Lipin 1 is encoded by the LIPIN1 gene and acts as a phosphatidate phosphatase enzyme to synthesize triacylglycerol in the cytoplasm. It also acts in the nucleus as a transcriptional coactivator to control lipid metabolism and glucose homeostasis. Lipin 1 deficiency secondary to mutations in LIPIN1 causes recurrent rhabdomyolysis that is often triggered by infection and fever, rather than exercise.

Histopathological examination of muscle tissue during the interval between episodes usually shows no abnormality but may reveal fat deposition.

ii) Neutral lipid storage diseases

Neutral lipid storage diseases (NLD) are caused by enzymes that catalyze the degradation of triacyl glycerol (Schweiger, 2009).
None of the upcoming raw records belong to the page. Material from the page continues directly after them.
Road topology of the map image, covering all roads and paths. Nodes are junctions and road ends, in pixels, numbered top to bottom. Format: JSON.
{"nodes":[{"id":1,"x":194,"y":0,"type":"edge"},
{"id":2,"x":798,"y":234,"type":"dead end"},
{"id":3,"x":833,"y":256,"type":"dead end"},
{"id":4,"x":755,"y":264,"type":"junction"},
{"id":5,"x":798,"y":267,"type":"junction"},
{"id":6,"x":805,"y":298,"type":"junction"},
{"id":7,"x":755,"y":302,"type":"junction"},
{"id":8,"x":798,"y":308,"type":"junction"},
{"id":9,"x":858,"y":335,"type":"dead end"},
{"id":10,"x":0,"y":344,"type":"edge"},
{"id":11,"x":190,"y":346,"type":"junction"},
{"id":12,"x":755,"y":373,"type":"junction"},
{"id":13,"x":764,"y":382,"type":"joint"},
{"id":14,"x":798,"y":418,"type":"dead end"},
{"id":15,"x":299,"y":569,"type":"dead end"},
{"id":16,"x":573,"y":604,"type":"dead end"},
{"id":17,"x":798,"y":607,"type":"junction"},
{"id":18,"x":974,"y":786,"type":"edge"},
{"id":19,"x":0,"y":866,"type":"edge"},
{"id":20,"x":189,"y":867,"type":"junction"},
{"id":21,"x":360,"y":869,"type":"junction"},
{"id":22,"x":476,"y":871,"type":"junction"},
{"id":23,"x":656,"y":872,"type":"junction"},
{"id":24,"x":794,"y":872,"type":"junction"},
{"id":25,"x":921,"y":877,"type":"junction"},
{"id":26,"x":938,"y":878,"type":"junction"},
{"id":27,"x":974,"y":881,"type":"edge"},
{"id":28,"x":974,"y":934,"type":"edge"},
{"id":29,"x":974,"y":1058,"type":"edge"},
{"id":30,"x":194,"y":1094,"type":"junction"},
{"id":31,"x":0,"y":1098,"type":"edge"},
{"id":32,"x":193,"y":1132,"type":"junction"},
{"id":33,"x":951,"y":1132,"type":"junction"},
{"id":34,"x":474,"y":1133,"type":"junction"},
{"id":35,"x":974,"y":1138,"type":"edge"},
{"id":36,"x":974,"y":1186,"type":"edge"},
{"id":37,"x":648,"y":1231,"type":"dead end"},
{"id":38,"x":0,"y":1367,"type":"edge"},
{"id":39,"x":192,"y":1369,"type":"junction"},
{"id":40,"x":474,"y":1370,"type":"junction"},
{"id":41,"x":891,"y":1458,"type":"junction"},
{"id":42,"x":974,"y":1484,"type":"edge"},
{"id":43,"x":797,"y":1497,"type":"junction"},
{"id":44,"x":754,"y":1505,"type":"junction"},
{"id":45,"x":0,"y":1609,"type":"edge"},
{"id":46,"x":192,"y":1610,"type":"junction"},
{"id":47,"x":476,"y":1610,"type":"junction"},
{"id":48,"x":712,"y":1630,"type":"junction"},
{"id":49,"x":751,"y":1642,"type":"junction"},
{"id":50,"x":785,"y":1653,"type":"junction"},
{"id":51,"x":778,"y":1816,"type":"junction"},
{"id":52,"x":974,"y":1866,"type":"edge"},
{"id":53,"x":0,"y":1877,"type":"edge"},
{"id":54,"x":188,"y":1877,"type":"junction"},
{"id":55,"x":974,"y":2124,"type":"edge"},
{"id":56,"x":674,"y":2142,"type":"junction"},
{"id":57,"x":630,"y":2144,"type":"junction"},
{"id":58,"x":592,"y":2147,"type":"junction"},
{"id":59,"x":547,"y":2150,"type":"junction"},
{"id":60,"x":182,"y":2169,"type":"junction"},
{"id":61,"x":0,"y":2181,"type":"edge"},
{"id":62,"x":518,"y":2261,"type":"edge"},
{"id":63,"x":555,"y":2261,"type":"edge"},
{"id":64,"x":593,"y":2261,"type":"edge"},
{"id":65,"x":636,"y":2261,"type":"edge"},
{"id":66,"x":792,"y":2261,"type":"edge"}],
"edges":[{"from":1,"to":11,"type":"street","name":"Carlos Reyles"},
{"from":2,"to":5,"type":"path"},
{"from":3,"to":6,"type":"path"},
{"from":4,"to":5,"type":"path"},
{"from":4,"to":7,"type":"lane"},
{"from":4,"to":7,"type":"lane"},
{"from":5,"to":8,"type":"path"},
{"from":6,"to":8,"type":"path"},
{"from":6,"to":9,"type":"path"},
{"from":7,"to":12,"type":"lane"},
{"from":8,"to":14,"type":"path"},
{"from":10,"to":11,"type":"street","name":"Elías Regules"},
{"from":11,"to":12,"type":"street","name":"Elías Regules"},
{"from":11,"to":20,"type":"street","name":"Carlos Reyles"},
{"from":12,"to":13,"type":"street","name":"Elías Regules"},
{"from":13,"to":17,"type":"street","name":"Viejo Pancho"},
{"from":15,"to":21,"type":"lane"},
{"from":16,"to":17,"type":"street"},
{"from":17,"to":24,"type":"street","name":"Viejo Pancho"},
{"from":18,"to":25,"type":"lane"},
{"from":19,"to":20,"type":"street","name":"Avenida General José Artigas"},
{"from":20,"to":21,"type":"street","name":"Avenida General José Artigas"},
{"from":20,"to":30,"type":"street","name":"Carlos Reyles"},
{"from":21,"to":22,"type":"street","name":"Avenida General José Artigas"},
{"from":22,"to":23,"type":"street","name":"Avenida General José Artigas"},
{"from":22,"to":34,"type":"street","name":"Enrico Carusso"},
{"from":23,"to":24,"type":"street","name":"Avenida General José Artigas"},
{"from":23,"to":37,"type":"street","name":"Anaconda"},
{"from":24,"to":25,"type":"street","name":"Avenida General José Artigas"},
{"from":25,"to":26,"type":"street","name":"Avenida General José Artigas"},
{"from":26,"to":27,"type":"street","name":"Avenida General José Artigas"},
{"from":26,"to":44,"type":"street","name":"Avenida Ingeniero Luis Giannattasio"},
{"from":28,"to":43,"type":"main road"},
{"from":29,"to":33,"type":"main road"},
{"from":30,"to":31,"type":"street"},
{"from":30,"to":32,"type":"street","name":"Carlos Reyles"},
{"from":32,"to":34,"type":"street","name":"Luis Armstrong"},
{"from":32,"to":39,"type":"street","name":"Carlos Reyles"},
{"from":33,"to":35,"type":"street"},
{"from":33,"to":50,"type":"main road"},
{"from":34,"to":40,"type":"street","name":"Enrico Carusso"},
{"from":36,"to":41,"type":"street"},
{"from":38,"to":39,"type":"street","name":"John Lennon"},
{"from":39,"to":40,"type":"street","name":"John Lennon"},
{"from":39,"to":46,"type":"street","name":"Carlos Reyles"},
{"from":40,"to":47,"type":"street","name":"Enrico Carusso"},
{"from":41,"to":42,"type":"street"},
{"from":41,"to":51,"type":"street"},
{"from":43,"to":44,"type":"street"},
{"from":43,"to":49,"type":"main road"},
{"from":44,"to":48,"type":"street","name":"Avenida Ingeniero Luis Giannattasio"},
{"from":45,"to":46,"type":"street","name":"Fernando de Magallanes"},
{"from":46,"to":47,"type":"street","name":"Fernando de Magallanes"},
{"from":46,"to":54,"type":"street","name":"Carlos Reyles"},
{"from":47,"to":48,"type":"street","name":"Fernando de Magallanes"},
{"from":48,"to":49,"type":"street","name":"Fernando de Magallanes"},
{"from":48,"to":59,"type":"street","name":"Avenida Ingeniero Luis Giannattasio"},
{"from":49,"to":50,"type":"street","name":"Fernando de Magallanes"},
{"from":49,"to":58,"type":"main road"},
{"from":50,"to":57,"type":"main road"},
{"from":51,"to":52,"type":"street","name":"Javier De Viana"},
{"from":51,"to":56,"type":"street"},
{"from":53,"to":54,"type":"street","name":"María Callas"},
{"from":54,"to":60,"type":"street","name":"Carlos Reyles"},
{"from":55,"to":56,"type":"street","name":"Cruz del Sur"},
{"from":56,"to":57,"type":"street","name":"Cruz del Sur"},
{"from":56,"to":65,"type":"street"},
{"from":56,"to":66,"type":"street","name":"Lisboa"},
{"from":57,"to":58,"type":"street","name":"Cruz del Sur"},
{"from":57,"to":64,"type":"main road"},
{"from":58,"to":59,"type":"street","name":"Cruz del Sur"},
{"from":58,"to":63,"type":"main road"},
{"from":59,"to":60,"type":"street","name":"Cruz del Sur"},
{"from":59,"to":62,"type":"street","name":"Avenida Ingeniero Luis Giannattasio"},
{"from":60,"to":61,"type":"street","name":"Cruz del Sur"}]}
Neutral lipid storage disease with myopathy (NLSDM) is caused by a mutation in the patatin-like phospholipase domain-containing protein 2 (PNPLA2) gene, which encodes adipose triglyceride lipase (ATGL) (Fischer, 2007). It causes slowly progressive myopathy occasionally associated with cardiomyopathy. Muscle biopsy shows accumulation of lipid droplets in the muscle fibers (Fig.36).
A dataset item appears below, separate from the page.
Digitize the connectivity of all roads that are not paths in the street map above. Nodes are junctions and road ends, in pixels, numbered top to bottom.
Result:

In NLSDM, muscle shows vacuoles of various sizes which contain accumulated lipid. Oil red O, a lipid stain, demonstrates lipid droplets stained in red. Electron microscopy shows lipid droplets (arrows) in the muscle and in the neutrophils (inset).

Neutral lipid storage disease with ichthyosis (NLSDI, Chanarin-Dorfman syndrome, or multisystem triglyceride storage disease) is caused by mutations in the α/β-hydrolase domain-containing protein 5 (ABHD5) gene that encodes comparative gene identification-58 (CGI-58) (Lefevre, 2001). CGI-58 activates ATGL. NLSDI is a multisystem disease causing myopathy, ichthyosis-like lesions, cataracts, hearing loss, microcephaly, and mental retardation. Both NLSDM and NLSDI show lipid droplets in the neutrophils (Jordans’ anomaly) on histopathological examination (Fig. 36 inset).